Years ago before everyone was tested and diagnosed as XYZ, people naturally migrated away from people who were sarcastic and not empathetic because they didn't like the person. Now it's all "oh maybe he's XYZ" as though that excuses your poor treatment and you should just allow it because it's not their fault.

No, You set your own boundaries for what treatment you are willing to accept. If you want empathy, he's not your guy.

AllProperTeaIsTheft · 22/02/2025 07:38

Sorry you're ill, OP. No, I couldn't be married to someone without sympathy or compassion. Presumably he's been like this all along though?

4C0rners · 22/02/2025 07:40

So you say he was milking it when ill and now don’t like it when he’s as dismissive as you, If you want more empathy show a bit more yourself.

Farellyo · 22/02/2025 07:41

4C0rners · 22/02/2025 07:40

So you say he was milking it when ill and now don’t like it when he’s as dismissive as you, If you want more empathy show a bit more yourself.

I thought this too.

Zusammengebrochen · 22/02/2025 07:42

I'm torn on this one. Yes, sympathy is nice, but presumably you already knew that it wasn't something he was particularly good at? It's up to you to decide if his other positive features make up for this or not, because you're not going to change him. At best he could learn to fake sympathy, but that's not really better than no sympathy imho.
I hope you both feel better soon.

Greywarden · 22/02/2025 07:44

I'm sorry that you have been feeling so unwell and in so much pain.

With regard to your DH, you are not unreasonable to want compassion. In your situation I might understand the lack of verbal sympathy as it seems like this is just his style of communicating and probably not meant maliciously (of course that doesn't mean you're wrong to be upset by it, but it does occur to me that you did choose this man and presumably have known for a long time that this is the way he speaks. He might be able to change but then again he might not).

A bigger issue for me is the lack of practical support. You texted him for help and he didn't respond. Unless he had a very good reason - was fast asleep or very unwell himself - I would be very upset at a refusal to respond to a request I made of my DH, and it does not bode well for if you needed him in an emergency (which by the sounds of it this might have been!).

Being autistic doesn't mean someone does not have compassion. It certainly doesn't mean they can't respond to direct requests for help. Autism might explain aspects of your DH's communication style and perhaps him not noticing your emotions / the extent of your distress at times... but once he's been directly told you are in pain and need help, I don't see how being autistic can be used as an excuse.

Ablondiebutagoody · 22/02/2025 07:54

Sounds like you were milking it

Farellyo · 22/02/2025 07:56

A bigger issue for me is the lack of practical support. You texted him for help and he didn't respond. Unless he had a very good reason - was fast asleep or very unwell himself

He was in bed with flu, and OP said he did go down just not in the time frame she wanted.

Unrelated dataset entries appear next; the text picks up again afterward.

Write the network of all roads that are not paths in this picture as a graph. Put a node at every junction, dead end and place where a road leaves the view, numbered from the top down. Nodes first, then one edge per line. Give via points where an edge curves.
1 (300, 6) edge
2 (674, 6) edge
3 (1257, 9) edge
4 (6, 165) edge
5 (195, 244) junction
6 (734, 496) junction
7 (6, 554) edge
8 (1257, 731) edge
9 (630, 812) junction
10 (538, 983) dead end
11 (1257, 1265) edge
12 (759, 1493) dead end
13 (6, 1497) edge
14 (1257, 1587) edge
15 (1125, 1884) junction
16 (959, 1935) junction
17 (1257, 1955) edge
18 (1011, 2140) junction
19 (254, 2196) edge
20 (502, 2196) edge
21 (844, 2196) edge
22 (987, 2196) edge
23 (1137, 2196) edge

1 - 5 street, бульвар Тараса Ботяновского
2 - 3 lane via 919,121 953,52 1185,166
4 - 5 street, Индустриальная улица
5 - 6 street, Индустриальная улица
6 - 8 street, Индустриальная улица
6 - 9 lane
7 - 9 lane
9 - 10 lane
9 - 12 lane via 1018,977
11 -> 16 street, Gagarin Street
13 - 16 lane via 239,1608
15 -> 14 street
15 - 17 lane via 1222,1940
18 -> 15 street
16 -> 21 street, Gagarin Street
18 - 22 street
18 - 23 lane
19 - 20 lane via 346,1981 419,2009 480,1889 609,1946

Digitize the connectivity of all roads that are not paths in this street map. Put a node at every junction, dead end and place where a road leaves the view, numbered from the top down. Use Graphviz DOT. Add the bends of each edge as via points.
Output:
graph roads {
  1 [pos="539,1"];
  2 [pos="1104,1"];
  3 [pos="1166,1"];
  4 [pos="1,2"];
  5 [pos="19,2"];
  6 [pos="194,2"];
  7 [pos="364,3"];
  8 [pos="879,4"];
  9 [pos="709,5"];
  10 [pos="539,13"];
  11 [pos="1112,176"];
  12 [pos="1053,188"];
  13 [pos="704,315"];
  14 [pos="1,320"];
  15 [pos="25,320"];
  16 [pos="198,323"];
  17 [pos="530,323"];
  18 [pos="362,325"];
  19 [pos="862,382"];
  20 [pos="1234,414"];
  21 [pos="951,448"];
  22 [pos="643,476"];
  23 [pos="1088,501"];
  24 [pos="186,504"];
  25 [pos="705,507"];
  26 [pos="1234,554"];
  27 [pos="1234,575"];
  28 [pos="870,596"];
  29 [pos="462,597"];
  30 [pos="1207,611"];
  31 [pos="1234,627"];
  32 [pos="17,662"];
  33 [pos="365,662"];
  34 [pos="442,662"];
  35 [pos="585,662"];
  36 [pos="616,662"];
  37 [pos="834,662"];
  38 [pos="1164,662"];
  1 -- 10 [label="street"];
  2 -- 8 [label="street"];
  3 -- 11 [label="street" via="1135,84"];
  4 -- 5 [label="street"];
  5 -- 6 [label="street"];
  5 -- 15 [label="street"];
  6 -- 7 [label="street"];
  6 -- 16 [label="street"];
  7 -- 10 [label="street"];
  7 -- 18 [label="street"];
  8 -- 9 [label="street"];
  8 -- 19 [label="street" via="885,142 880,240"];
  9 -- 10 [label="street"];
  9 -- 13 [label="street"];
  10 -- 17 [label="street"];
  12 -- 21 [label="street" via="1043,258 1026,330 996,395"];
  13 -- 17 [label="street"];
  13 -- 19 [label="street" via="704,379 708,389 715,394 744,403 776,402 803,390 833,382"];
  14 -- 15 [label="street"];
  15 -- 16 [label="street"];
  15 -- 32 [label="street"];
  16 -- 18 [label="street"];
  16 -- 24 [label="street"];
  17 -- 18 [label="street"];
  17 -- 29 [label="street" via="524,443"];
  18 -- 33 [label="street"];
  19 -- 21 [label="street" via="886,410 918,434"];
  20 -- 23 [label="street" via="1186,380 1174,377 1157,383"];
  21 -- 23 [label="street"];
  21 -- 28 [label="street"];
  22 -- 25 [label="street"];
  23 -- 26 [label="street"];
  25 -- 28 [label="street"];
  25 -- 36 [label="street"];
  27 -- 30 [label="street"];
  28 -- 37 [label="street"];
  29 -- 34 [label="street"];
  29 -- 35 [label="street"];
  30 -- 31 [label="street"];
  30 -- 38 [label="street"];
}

4C0rners · 22/02/2025 07:58

Ablondiebutagoody · 22/02/2025 07:54

Sounds like you were milking it

This!

ThejoyofNC · 22/02/2025 08:01

This sounds like a pot calling kettle black type of situation.

BunsenBurnerBaby · 22/02/2025 08:02

Neither of you are exhibiting empathy TBH. Do you have kids? What’s keeping you there? In what way are you a team / good for each other?

Lyn397 · 22/02/2025 08:07

Sounds like you're both lacking in empathy. He's got the flu, you've got a stomach virus - but you think he's milking it and that he should get up and come and see you. He's obviously feeling really bad now if he's eventually decided he needed to take a day off - give him a break.

If you want to split up though you can do that for any spurious reason you like, maybe you'd both be better off.